• **Your objective**
Print word for word whatever lies between the first line of the material and the line holding "glyphs(font.countText(s, strlen(s), SkTextEncoding::kUTF8));", both included, and omit all pictures.

:: Given information

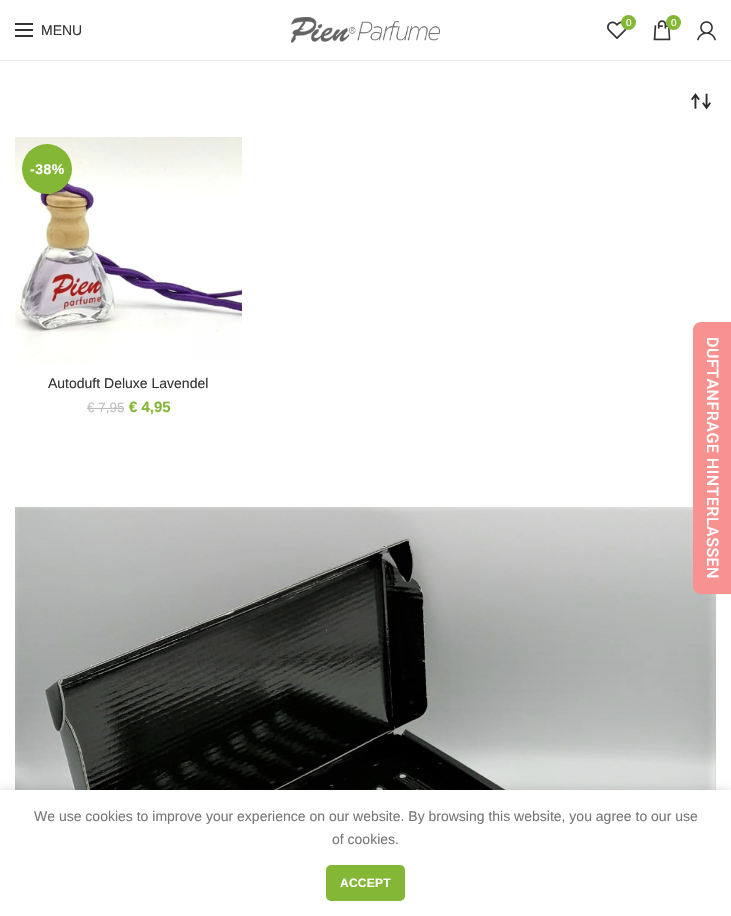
void draw(SkCanvas* canvas) {
    SkPaint paint;
    paint.setAntiAlias(true);
    auto spacedText = [&](const char* s, float x, float y, const SkFont& font, const SkPaint& ink, float letter, float word) {
        std::vector<SkGlyphID> glyphs(font.countText(s, strlen(s), SkTextEncoding::kUTF8));
        std::vector<float> xs(glyphs.size());
        font.textToGlyphs(s, strlen(s), SkTextEncoding::kUTF8, glyphs);
        font.getXPos(glyphs, xs, x);
        float extra = 0;
        for (size_t i = 0; i < glyphs.size(); i++) {
            xs[i] += extra;
            extra += letter + word * (glyphs[i] == font.unicharToGlyph(' '));
        }
        canvas->drawTextBlob(SkTextBlob::MakeFromPosHGlyphs(glyphs, xs, y, font), 0, 0, ink);
    };
    canvas->clear(0xFFFFFFFF);
    paint.setColor(0xFFE8E8E8);
    canvas->drawRect(SkRect::MakeXYWH(0, 60, 731, 1), paint);
    canvas->drawImageRect(SkImages::DeferredFromEncodedData(SkData::MakeFromFileName("img1.png")), SkRect::MakeXYWH(291, 17, 149, 26), SkSamplingOptions());
    canvas->drawImageRect(SkImages::DeferredFromEncodedData(SkData::MakeFromFileName("img2.png")), SkRect::MakeXYWH(607, 21, 20, 18), SkSamplingOptions());
    paint.setColor(0xFF83B735);
    canvas->drawCircle(628.5f, 22.5f, 7.5f, paint);
    SkFont font1(fontMgr->matchFamilyStyle("Liberation Sans", SkFontStyle::Normal()), 10);
    font1.setSubpixel(true);
    paint.setColor(0xFFFFFFFF);
    canvas->drawString("0", 626, 26, font1, paint);
    canvas->drawImageRect(SkImages::DeferredFromEncodedData(SkData::MakeFromFileName("img3.png")), SkRect::MakeXYWH(653, 20, 18, 21), SkSamplingOptions());
    paint.setColor(0xFF83B735);
    canvas->drawCircle(673.5f, 22.5f, 7.5f, paint);
    paint.setColor(0xFFFFFFFF);
    canvas->drawString("0", 671, 26, font1, paint);
    canvas->drawImageRect(SkImages::DeferredFromEncodedData(SkData::MakeFromFileName("img4.png")), SkRect::MakeXYWH(697, 21, 19, 20), SkSamplingOptions());
    paint.setColor(0xFF333333);
    canvas->drawRect(SkRect::MakeXYWH(15, 29, 18, 2), paint);
    canvas->drawRect(SkRect::MakeXYWH(15, 23, 18, 2), paint);
    canvas->drawRect(SkRect::MakeXYWH(15, 35, 18, 2), paint);
    SkFont font2(fontMgr->matchFamilyStyle("Liberation Sans", SkFontStyle::Normal()), 14);
    font2.setSubpixel(true);
    canvas->drawString("MENU", 41, 35, font2, paint);
    canvas->drawImageRect(SkImages::DeferredFromEncodedData(SkData::MakeFromFileName("img5.png")), SkRect::MakeXYWH(691, 93, 20, 17), SkSamplingOptions());
    canvas->drawImageRect(SkImages::DeferredFromEncodedData(SkData::MakeFromFileName("img6.png")), SkRect::MakeXYWH(15, 137, 227, 227), SkSamplingOptions());
    paint.setColor(0xFF83B735);
    canvas->drawCircle(47, 169, 25, paint);
    SkFont font3(fontMgr->matchFamilyStyle("Liberation Sans", SkFontStyle::Bold()), 14);
    font3.setSubpixel(true);
    paint.setColor(0xFFFFFFFF);
    spacedText("-38%", 30, 174, font3, paint, 0.5f, 0);
    paint.setColor(0xFF333333);
    canvas->drawString("Autoduft Deluxe Lavendel", 48, 388, font2, paint);
    SkFont font4(fontMgr->matchFamilyStyle("Liberation Sans", SkFontStyle::Normal()), 13.5f);
    font4.setSubpixel(true);
    paint.setColor(0xFFBDBDBD);
    canvas->drawString("€ 7,95", 87, 412, font4, paint);
    canvas->drawRect(SkRect::MakeXYWH(87, 408, 37, 1), paint);
    SkFont font5(fontMgr->matchFamilyStyle("Liberation Sans", SkFontStyle::Bold()), 15);
    font5.setSubpixel(true);
    paint.setColor(0xFF83B735);
    canvas->drawString("€ 4,95", 129, 412, font5, paint);
    canvas->drawImageRect(SkImages::DeferredFromEncodedData(SkData::MakeFromFileName("img7.png")), SkRect::MakeXYWH(15, 507, 701, 283), SkSamplingOptions());
    paint.setColor(0xFFF89291);
    canvas->drawPath(SkPathBuilder().moveTo(731, 322).lineTo(731, 594).lineTo(701, 594).cubicTo(696, 594, 693, 590, 693, 586).lineTo(693, 330).cubicTo(693, 326, 696, 322, 701, 322).close().detach(), paint);
    SkFont font6(fontMgr->matchFamilyStyle("Roboto", SkFontStyle(500, SkFontStyle::kNormal_Width, SkFontStyle::kUpright_Slant)), 16);
    font6.setSubpixel(true);
    paint.setColor(0xFFFFFFFF);
    canvas->save();
    canvas->rotate(90, 707, 337);
    spacedText("DUFTANFRAGE HINTERLASSEN", 707, 337, font6, paint, 0.5f, 0);
    canvas->restore();
    paint.setColor(0x24000000);
    paint.setMaskFilter(SkMaskFilter::MakeBlur(kNormal_SkBlurStyle, 4.5f));
    canvas->drawRect(SkRect::MakeXYWH(0, 790, 731, 126), paint);
    paint.setMaskFilter(nullptr);
    paint.setColor(0xFFFFFFFF);
    canvas->drawRect(SkRect::MakeXYWH(0, 790, 731, 126), paint);
    paint.setColor(0xFF777777);
    canvas->drawString("We use cookies to improve your experience on our website. By browsing this website, you agree to our use", 34, 821, font2, paint);
    canvas->drawString("of cookies.", 332, 844, font2, paint);
    paint.setColor(0xFF83B735);
    canvas->drawRoundRect(SkRect::MakeXYWH(326, 865, 79, 36), 5, 5, paint);
    SkFont font7(fontMgr->matchFamilyStyle("Liberation Sans", SkFontStyle::Bold()), 12);
    font7.setSubpixel(true);
    paint.setColor(0xFFFFFFFF);
    spacedText("ACCEPT", 340, 887, font7, paint, 0.25f, 0);
}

::::

• **Task solution**
void draw(SkCanvas* canvas) {
    SkPaint paint;
    paint.setAntiAlias(true);
    auto spacedText = [&](const char* s, float x, float y, const SkFont& font, const SkPaint& ink, float letter, float word) {
        std::vector<SkGlyphID> glyphs(font.countText(s, strlen(s), SkTextEncoding::kUTF8));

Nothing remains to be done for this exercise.